The Cognitive Therapy package was compelling, not only at a lay level, but at the highest professional level. With the endorsement of figures like Marks, Gelder and Rachman the stage was set for The Great Cognitive Therapy (Non) Debate.
Management Matters
The CBT revolution coincided with the introduction of General Management in the NHS. In a very short space of time healthcare decisions shifted from a complex collaboration between clinicians, academics, and administrators trained within the NHS, to a management hierarchy with people at the top who had little or no experience of the services they managed. General Managers wanted simple concepts of the problem and of the solution. Clinical and academic involvement was simplified to, at best, committee generated ‘evidence based’ guidelines and protocols based on a standardized (and flawed) review of research evidence. At worst professional and academic advice to government was in the hands of a few ‘advisors’, with all the risks that this brings.

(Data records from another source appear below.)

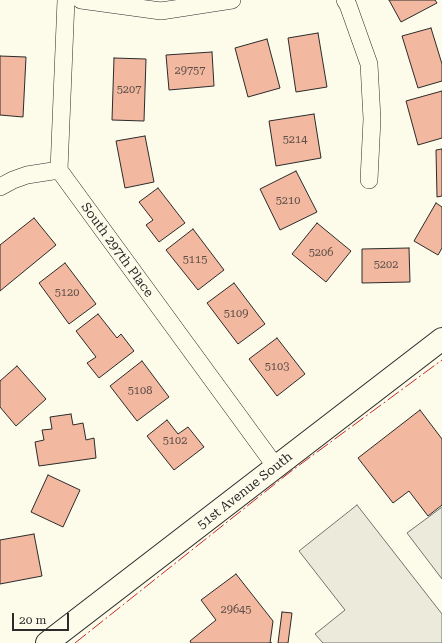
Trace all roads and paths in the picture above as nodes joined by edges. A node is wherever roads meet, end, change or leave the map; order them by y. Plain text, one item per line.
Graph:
1 (66, 0) edge
2 (81, 0) edge
3 (232, 0) edge
4 (345, 0) edge
5 (59, 170) junction
6 (369, 180) dead end
7 (0, 187) edge
8 (441, 343) edge
9 (276, 467) junction
10 (47, 643) edge

1 - 5 street
2 - 3 street
4 - 6 street
5 - 7 street
5 - 9 street, South 297th Place
8 - 9 main road, 51st Avenue South
9 - 10 main road, 51st Avenue South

In the mid 60s Oxford Clinical Psychologist Professor David Clark, and LSE Economist, Professor Richard Layard, collaborated on a project which culminated in the IAPT initiative. Layard convinced the government that the cost of the program would pay for itself, and Clark’s concept of manualised treatments which could be taught to para-therapists, thereby resolving the ‘delivery problem’, had an obvious appeal to politicians and managers.
In the British tradition, dissent was allowed, even encouraged, with an opinion special in The Psychologist, (Marzillier and Hall, 2009. vol 22 no 5). Then ignored.
Best abstract ever? “There’s just one problem with the Layard initiative – it won’t work” Read the article!
And of course it didn’t, and doesn’t. See articles on Richard Hallam Blog, The Mental Health Conspiracy, May 2018,
The new NICE Guidelines on ‘Depression’, Richard Hallam, 2 May 2018, and IAPT Manual: Newspeak confronts reality, Richard Hallam Blog, 5 October 2018
CBT Watch, An Independent Mental Health Watchdog and Discussion Forum, Dr Mike Scott
Thus the combination of a well packaged product, and gullable customers who found the product too attractive to carry out due diligence before committing, brought about the end of Clinical Psychology as we knew it. Science? Evidence? Not a lot of either really.